* _ABOUT THIS EXERCISE_:
Your task is to find every line in the records that holds the string "Továrenská" and copy it.

* _EXTRACTED ENTRIES_:
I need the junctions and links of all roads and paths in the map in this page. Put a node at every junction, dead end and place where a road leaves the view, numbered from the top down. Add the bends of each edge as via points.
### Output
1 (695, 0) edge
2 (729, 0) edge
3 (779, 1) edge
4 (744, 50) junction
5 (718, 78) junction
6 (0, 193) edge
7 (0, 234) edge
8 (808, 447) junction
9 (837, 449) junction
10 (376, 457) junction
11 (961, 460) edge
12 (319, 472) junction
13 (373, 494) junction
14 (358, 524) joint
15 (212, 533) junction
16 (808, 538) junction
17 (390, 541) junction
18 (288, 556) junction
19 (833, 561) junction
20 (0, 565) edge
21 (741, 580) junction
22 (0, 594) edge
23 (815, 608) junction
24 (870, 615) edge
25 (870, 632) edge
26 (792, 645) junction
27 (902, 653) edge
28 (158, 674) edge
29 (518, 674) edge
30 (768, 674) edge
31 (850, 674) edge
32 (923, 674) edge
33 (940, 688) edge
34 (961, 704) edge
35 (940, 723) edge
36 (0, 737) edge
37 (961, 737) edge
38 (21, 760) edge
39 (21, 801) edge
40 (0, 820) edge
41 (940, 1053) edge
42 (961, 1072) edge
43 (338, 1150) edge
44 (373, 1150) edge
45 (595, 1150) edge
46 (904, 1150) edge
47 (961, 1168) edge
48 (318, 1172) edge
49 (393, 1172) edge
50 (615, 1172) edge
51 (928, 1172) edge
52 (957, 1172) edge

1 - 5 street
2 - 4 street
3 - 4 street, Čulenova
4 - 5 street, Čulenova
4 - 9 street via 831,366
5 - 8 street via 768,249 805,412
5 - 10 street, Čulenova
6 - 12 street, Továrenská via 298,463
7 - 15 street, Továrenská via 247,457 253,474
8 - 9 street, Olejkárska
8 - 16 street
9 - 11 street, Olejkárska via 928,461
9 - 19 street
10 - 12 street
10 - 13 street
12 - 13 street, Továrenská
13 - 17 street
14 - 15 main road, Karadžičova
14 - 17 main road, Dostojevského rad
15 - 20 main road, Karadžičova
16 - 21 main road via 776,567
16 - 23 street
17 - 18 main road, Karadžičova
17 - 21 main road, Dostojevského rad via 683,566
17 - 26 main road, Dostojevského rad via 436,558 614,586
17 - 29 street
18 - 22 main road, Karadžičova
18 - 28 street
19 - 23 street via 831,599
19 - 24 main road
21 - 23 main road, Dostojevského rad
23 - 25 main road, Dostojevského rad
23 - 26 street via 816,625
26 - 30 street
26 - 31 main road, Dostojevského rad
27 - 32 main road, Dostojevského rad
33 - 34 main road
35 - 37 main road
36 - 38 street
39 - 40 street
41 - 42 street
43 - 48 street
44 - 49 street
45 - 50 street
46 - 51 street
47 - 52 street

* _WRITTEN RESPONSE_:
6 - 12 street, Továrenská via 298,463
7 - 15 street, Továrenská via 247,457 253,474
12 - 13 street, Továrenská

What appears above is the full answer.